Лихие годы (1925–1941) | страница 32
Незадолго до смерти Гайдебурову и Скарской удалось выпустить воспоминания о их молодости. Кастрированные, обесцвеченные цензурой, они не представляют никакого интереса и никакой ценности. Пусть эта заметка напомнит о двух ярких людях и о главном деле их жизни.
В декабре 1920 года мать упивалась своей актерской деятельностью, а отец был целиком захвачен обоснованием в Петрограде. Можно себе представить, как они были приятно поражены, когда в одно прекрасное утро послышался стук в дверь, в комнату вошел Володя Романов (мой двоюродный брат, 14-летний парень) и сообщил им без всяких предисловий радостную новость: приехал Толя, идите за ним к «тете Нине». Родители онемели. «Что мы будем с ним делать?» — была первая мысль, мелькнувшая у них в головах. За три года скитаний и необычных приключений они попросту забыли, что где-то там у них есть сын. Но делать нечего. Пришлось идти на Петроградскую сторону.
В памяти всплывает картина. Мы с Сережей играем в его комнате, в так называемой «детской»; входят какие-то два незнакомых человека и бросаются целовать Сережу. Отчетливо помню свою мысль: «Вот и хорошо: они заберут Сережу, а я останусь здесь». (О том, что должны прийти родители, я знал и ждал этого со страхом.) Но тут вошла тетя Нина и, указав на меня, сказала: «Толя вот».
Вечер прошел благополучно: пришли Романовы, пришла тетя Женя (она тоже переехала, овдовев, вместе с дочерью Ирой в Питер). Я думал, что обо мне забудут. Детская память сохранила мельчайшие детали. Как сейчас помню бантик на шее мамы, помню, что угощали нас лепешками и говорили, что в них слишком много соды. И наконец, гости собрались уходить.
Наступил страшный момент: мне надо идти с родителями. Помню охватившее меня ощущение ужаса. Я стою в передней, лицом к стенке, горько плачу и говорю своим родителям: «Не хочу, не хочу вас, я к Нине хочу». Вокруг стоят, меня уговаривают. Наконец отцу все это надоело. Он надел нагольный тулуп, в котором тогда ходил, схватил меня грубым, мужским рывком на руки и, сказав «до свидания, как-нибудь сладим», вышел на лестницу. Я продолжал плакать. Отец дал мне крепкую затрещину и, взяв на руки, понес по снежной улице.

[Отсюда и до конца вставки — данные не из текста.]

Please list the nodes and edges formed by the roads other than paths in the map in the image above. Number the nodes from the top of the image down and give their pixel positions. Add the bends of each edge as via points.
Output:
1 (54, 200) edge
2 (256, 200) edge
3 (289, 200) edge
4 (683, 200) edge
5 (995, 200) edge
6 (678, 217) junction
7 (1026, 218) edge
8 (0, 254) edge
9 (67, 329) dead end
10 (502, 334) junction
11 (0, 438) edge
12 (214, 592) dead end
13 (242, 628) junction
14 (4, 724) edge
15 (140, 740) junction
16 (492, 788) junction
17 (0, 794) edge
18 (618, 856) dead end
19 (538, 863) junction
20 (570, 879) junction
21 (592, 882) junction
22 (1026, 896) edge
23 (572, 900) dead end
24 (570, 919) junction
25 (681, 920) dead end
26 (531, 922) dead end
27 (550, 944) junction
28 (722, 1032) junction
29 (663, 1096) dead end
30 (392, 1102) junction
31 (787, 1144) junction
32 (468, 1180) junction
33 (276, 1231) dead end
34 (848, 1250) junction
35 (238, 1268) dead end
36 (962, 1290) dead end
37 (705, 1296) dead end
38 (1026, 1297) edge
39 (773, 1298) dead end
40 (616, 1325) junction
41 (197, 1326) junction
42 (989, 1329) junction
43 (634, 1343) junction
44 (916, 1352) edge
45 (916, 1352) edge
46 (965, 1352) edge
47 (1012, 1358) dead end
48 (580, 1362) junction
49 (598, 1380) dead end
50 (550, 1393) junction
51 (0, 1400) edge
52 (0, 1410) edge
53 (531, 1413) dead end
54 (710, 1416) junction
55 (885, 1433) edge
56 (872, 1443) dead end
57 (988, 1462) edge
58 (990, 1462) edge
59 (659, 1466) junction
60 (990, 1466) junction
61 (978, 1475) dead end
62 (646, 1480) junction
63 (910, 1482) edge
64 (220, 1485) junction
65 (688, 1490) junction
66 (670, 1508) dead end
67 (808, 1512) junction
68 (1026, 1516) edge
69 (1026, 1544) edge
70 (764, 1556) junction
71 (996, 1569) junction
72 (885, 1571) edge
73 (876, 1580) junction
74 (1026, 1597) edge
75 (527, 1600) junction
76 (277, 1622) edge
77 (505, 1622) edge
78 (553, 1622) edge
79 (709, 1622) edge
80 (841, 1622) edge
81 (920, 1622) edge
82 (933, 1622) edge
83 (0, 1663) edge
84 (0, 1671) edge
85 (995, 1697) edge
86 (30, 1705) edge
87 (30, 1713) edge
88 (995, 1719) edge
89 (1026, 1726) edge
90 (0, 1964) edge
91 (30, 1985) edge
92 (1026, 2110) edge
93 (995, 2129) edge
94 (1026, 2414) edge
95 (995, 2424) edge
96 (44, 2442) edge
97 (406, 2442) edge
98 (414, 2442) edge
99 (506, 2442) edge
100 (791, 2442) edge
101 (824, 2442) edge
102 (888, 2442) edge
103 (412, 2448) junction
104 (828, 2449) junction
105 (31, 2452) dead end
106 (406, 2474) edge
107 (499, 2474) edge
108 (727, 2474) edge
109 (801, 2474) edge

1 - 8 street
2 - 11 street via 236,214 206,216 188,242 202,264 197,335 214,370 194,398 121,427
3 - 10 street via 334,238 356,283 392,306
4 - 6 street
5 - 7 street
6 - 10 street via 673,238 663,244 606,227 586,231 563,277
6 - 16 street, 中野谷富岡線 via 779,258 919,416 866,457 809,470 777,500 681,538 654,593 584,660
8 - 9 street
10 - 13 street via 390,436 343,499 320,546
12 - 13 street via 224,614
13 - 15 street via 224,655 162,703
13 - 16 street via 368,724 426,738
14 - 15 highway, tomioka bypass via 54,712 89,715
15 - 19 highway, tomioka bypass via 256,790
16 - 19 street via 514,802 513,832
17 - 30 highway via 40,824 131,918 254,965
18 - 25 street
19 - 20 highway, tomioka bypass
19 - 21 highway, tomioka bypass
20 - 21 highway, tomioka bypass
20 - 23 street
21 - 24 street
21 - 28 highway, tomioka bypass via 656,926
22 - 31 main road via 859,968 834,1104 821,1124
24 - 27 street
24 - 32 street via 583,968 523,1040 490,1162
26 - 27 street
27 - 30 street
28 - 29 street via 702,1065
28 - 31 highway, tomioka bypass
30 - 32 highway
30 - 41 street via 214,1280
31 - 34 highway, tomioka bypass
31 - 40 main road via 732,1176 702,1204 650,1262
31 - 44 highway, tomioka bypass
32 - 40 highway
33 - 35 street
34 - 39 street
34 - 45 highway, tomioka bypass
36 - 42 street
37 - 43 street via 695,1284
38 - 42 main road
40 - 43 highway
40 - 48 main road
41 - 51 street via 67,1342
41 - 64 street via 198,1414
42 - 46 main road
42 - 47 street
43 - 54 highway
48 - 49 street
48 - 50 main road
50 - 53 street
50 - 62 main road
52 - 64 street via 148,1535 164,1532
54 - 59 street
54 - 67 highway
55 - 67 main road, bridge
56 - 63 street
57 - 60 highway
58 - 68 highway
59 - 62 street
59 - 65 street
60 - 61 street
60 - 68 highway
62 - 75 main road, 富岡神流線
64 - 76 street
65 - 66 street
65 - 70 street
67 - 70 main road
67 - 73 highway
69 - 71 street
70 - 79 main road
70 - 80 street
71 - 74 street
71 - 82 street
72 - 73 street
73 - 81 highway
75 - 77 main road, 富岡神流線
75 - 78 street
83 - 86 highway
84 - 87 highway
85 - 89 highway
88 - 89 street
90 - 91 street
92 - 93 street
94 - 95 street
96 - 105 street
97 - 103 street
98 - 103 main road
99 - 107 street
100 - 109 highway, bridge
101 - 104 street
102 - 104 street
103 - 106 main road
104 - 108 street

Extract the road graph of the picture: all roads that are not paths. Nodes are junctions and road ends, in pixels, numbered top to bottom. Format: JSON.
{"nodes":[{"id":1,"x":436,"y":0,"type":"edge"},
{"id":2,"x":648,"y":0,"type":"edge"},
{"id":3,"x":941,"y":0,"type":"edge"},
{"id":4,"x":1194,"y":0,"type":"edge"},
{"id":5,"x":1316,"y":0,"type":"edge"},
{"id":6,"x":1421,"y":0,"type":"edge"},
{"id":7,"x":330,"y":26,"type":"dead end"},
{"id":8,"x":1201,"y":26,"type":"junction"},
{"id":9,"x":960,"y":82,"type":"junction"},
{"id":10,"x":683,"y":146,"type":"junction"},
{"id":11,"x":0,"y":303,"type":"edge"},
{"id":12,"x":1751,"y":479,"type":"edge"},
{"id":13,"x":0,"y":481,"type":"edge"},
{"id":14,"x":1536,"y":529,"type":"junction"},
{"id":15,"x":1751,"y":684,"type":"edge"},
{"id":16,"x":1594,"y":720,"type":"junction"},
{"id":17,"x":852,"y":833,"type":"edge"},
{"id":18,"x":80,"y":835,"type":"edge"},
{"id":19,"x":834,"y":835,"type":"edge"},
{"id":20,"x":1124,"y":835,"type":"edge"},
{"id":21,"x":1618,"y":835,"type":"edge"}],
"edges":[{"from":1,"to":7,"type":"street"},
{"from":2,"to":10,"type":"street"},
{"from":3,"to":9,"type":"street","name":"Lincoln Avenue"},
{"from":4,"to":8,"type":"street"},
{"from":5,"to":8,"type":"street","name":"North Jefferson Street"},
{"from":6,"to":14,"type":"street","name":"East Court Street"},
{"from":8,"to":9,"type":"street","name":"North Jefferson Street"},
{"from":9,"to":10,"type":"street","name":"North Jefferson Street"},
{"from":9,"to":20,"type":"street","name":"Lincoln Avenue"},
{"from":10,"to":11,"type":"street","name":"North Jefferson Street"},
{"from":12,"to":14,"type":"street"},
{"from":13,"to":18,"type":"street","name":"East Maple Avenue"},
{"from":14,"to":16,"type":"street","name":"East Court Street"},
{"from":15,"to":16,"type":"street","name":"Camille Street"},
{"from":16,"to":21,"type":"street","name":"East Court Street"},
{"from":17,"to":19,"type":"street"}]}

Идти было далеко, на Васильевский остров, километров пять. Помню ругающегося отца, длинную улицу; себя на руках отца. Пришли в холодную, нетопленную комнату. Я на диване, на руках у матери. Я плачу. Мать тоже плачет и явно не знает, что со мной делать (ни она, ни отец никогда детей вблизи не видели). В руках у меня пирог с капустой; дала мне его хозяйка квартиры Анна Григорьевна. Наконец составили два больших кресла. Уложили. На другой день пришла другая бабушка, Леонида Михайловна, жившая в том же доме, снимавшая комнату в другой квартире. Помню, как она вошла в желтом коротком пальто и спросила нарочито веселым тоном: «Кто это?» И я бодро ответил: «Это я!»